The retail landscape was already going through a seismic change pre-pandemic with changing consumer behaviours; and the prolonged periods of social distancing and economic uncertainty have impacted the way consumers behave, from how they shop through how they work to how they approach entertainment. These changes have significant implications for retailers and as the changing behaviours continue to evolve, businesses have the opportunity to reshape the next phase of their growth, centered around consumer values and drivers.
Initial figures from Springboard show that in the first week after stores re-opened, footfall figures across high streets, retail parks and shopping centres were up +330 percent versus the same week a year ago. This is no doubt a result of a combination of pent-up demand, the general population suffering from ‘lockdown fatigue’, as well as the Easter school break. Couple this with the lack of viable entertainment alternatives with the vast majority of hospitality and entertainment industry still remaining shut, that customers headed to their town centres for a spot of shopping. With the hospitality industry re-opening on the 17th May, footfall on our high streets and shopping centres will no doubt continue to increase, which is further good news for retailers. Whilst the current footfall numbers YoY are strong, it is worth bearing in mind that overall demand is still significantly below pre-pandemic levels and it would be unrealistic for retailers to expect the current momentum to continue in the long term.
The digital evolution of brick and mortar
E-commerce will play a pivotal role on the road to recovery for retailers. Those with an established multi-channel platform have been the least impacted through the last year, despite physical stores remaining closed for several months. Retailers have to adopt a ‘digital first’ strategy if they want to future proof their business. This does not mean that bricks and mortar stores no longer have a future – rather, retailers need to adapt a model where their physical stores are supporting their digital business rather than the other way round. Physical stores have to become a lot more than a medium to just sell products – they need to be the support acts for the online platforms. Retailers such as John Lewis are expecting more than 60 percent of their annual turnover to be generated online by 2025. B&Q is looking at reducing its floor space dedicated to selling products and converting part of the stores dedicated to fulfilling online orders. These are just some examples of how the retail landscape will continue to evolve post-pandemic.
Whilst e-commerce and the convenience that it offers will be key in the future success of retailers, research carried out by 4C Associates through a survey of over 250 respondents shows that convenience is significantly less important for consumers compared to product quality and price, with only 13 percent of respondents stating it as a point of difference. This highlights that whilst e-commerce capabilities are critical for retailers’ success, focus needs to remain on offering value, as price and product quality remain the key influence on buying decisions for over 40 percent of respondents. A prime example of this is John Lewis recently launching their new range of ‘Anyday Value’ which encompasses 2,400 items across multiple categories at prices they claim are 20-40 percent cheaper than existing own label products.

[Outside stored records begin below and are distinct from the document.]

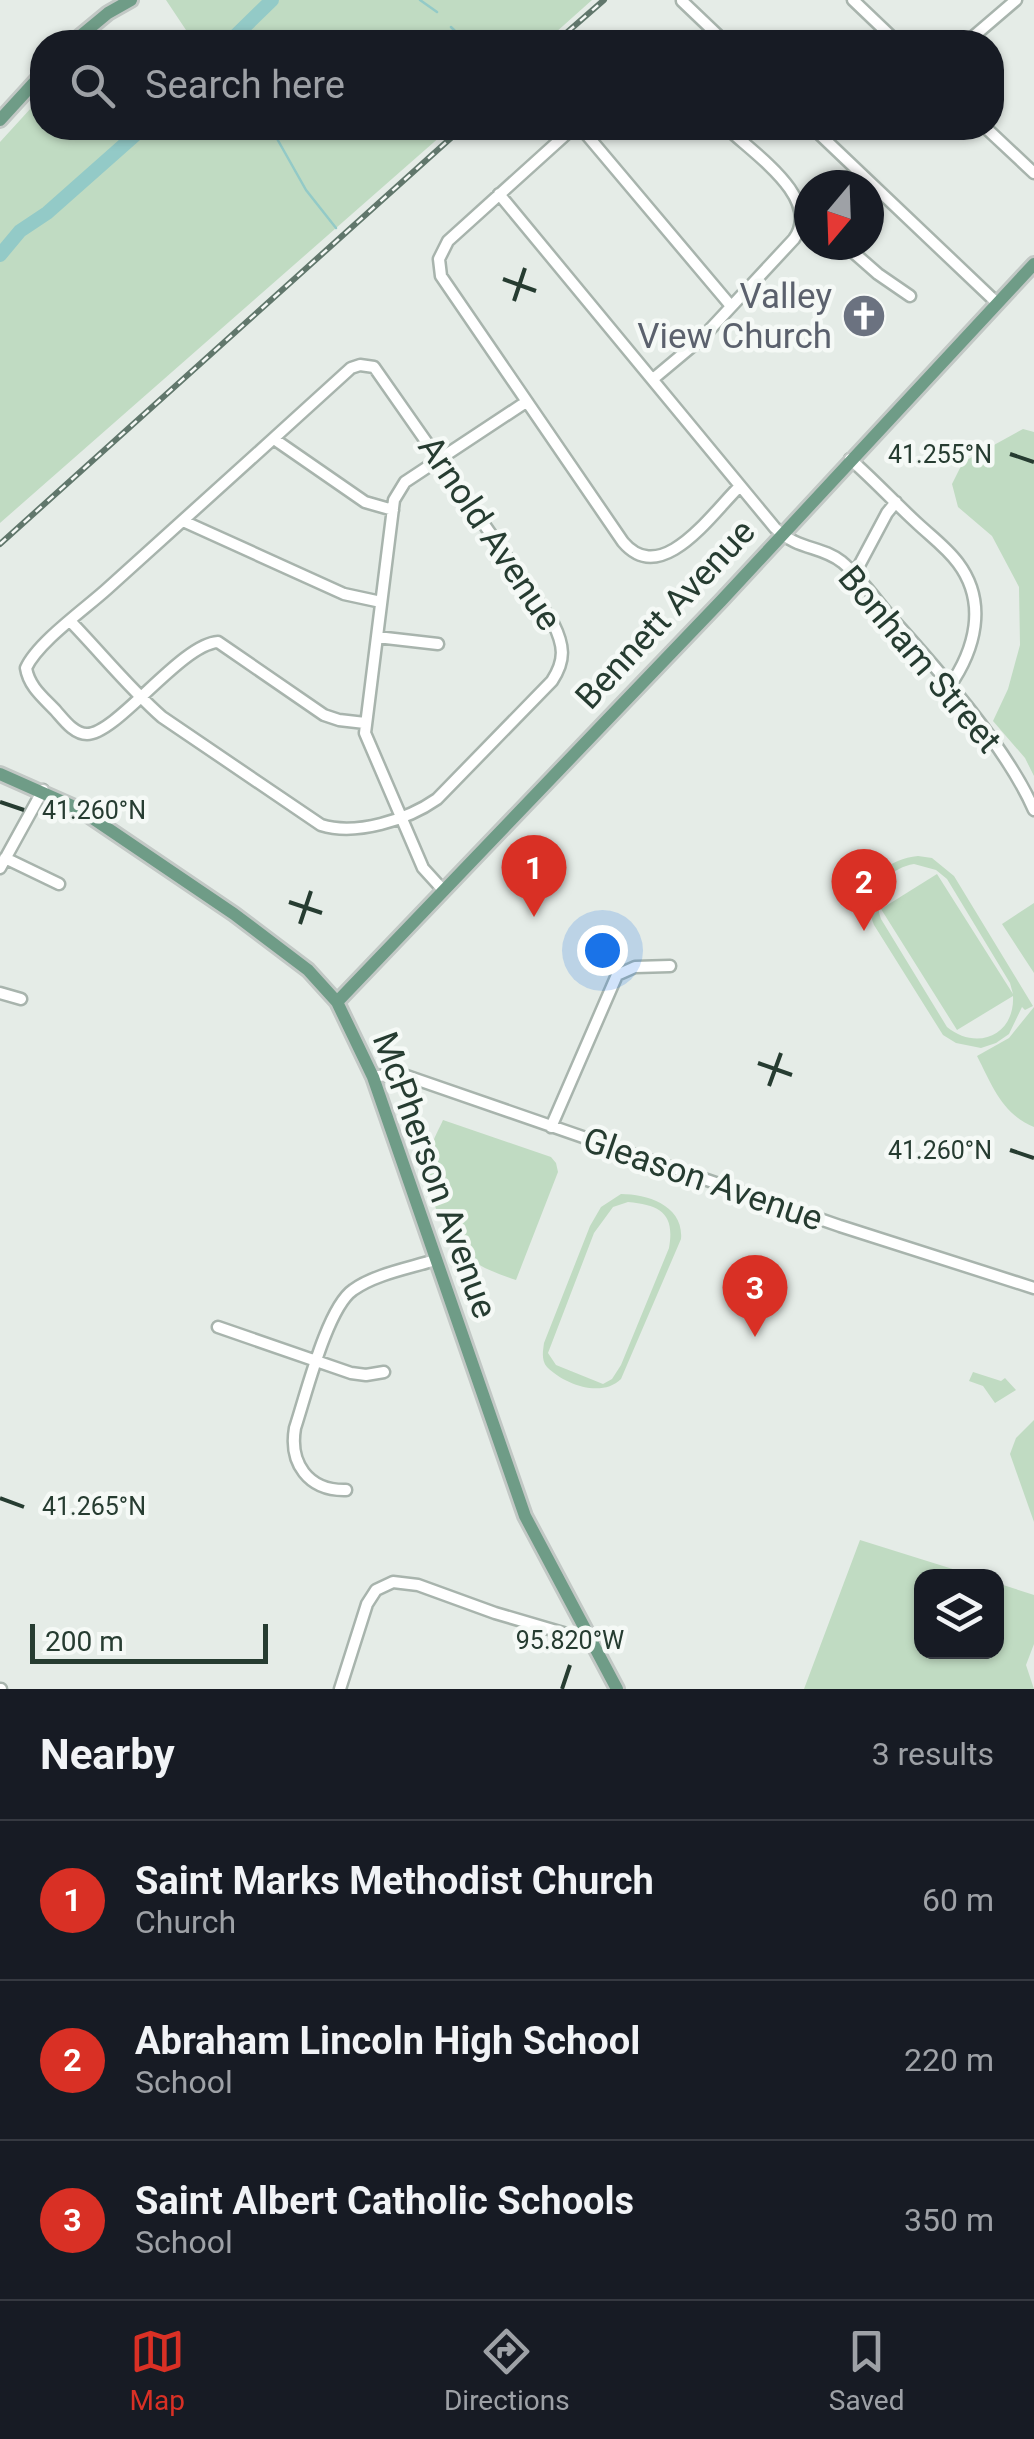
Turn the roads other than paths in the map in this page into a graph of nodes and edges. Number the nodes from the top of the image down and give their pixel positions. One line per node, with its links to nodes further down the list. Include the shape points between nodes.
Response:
1 (131, 0): 5 (main road)
2 (1016, 0): 8 (street)
3 (682, 1): 6 (street)
4 (859, 2): 7 (street)
5 (86, 30)
6 (712, 30)
7 (886, 30)
8 (981, 30)
9 (30, 87): 10 (main road)
10 (0, 120)
11 (560, 140): 18 (street)
12 (591, 140): 24 (street)
13 (740, 140): 17 (street)
14 (826, 140): 23 (street)
15 (999, 140): 16 (street)
16 (1034, 174)
17 (794, 192)
18 (499, 194): 25 (street); 26 (street, via 448,241 439,266)
19 (794, 240): 24 (street)
20 (864, 260): 22 (street)
21 (1034, 264): 23 (main road, Bennett Avenue)
22 (910, 296)
23 (998, 303): 29 (main road, Bennett Avenue)
24 (731, 306): 25 (street)
25 (652, 379): 30 (street)
26 (526, 402): 28 (street); 30 (street, via 623,542 643,557 672,554)
27 (274, 438): 28 (street, Arnold Avenue, via 352,368 366,364 382,375); 32 (street, via 365,502); 33 (street, Arnold Avenue)
28 (440, 458): 32 (street, via 402,485); 46 (street, Arnold Avenue, via 553,623 563,654 552,681 438,799)
29 (850, 459): 31 (street); 34 (main road, Bennett Avenue)
30 (740, 486): 34 (street)
31 (896, 502): 35 (street); 40 (street, via 958,563 970,587 974,634)
32 (393, 510): 36 (street)
33 (182, 521): 36 (street, via 344,594); 37 (street, Arnold Avenue)
34 (782, 534): 35 (street, Bonham Street, via 836,558); 49 (main road, Bennett Avenue)
35 (854, 575): 40 (street, Bonham Street)
36 (381, 602): 38 (street)
37 (71, 622): 41 (street, Arnold Avenue); 41 (street, via 30,660 29,682 77,732 90,734)
38 (376, 637): 39 (street); 42 (street)
39 (438, 644)
40 (950, 687): 45 (street, Bonham Street, via 1008,763)
41 (141, 696): 42 (street, via 204,644 218,642 324,715); 46 (street, Arnold Avenue, via 175,727 320,825 347,830)
42 (366, 724): 46 (street)
43 (0, 774): 44 (main road, McPherson Avenue)
44 (43, 790): 47 (street); 53 (main road, McPherson Avenue, via 276,944)
45 (1034, 810)
46 (400, 816): 49 (street, via 423,868)
47 (2, 863): 48 (street)
48 (59, 884)
49 (443, 890): 53 (main road, Bennett Avenue)
50 (670, 966): 55 (street, via 635,967 617,976)
51 (0, 993): 52 (street)
52 (21, 999)
53 (337, 1002): 54 (main road, McPherson Avenue)
54 (373, 1077): 55 (street, Gleason Avenue, via 398,1073); 56 (main road, McPherson Avenue)
55 (551, 1127): 57 (street, Gleason Avenue)
56 (436, 1260): 59 (street, via 349,1293); 62 (main road, McPherson Avenue, via 525,1516)
57 (1034, 1288)
58 (218, 1327): 59 (street)
59 (318, 1361): 60 (street, via 358,1374); 61 (street, via 295,1428 294,1452 306,1478)
60 (384, 1372)
61 (346, 1490)
62 (586, 1631): 63 (street, via 570,1635 393,1582 367,1604); 64 (main road, McPherson Avenue)
63 (340, 1689)
64 (617, 1689)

What future consumer spend looks like
Alongside prioritising price and value, 4C Associates’ research also showed that the pandemic has shaped what products consumers are likely to focus their future spending on. Outdoor living spend in the UK is predicted to be the highest after lockdown, with over half of respondents planning to invest more in their external surroundings, followed by home décor and entertainment. This reflects the overall attitude with focus on spending more time at home to reduce health risks even after the lockdown restrictions are lifted. Similarly, nearly two thirds (58 percent) of consumers plan to socialise more with family and friends at home, instead of going to pubs and restaurants and host more gatherings and BBQs at home to make up for the time missed last year.
Consumer habits have been interrupted during the pandemic, and many changes in behaviours and attitudes are here to stay. Priorities are also shifting for the type of purchases consumers are looking to make, with plans to increase investment into experiences over material purchases. For many, the closures of gyms meant that they adapted their sport routines to a more home-based set up, with new equipment purchases or taking to outdoor exercise. Sales of home fitness products and ‘athleisure wear’ have skyrocketed in the past year and the research shows that this trend is likely to remain, with half of sport enthusiasts replacing their gym workouts with home and outdoor exercise and more employers likely to encourage a more hybrid model of office/home working, meaning people will spend more time at home.
The retail outlook is positive, as 79 percent of consumers plan to return to their local high street to support small businesses, bringing a new wave of optimism as retailers look to recover from the long-term crisis. The successful vaccine rollout indicates that the end of the pandemic is in sight, and it will have a positive impact on restoring consumer demand to pre-pandemic levels due to increased consumer confidence and accumulated savings. However, these behavioural changes are not linear, and retailers will play a key role in shaping consumer experiences.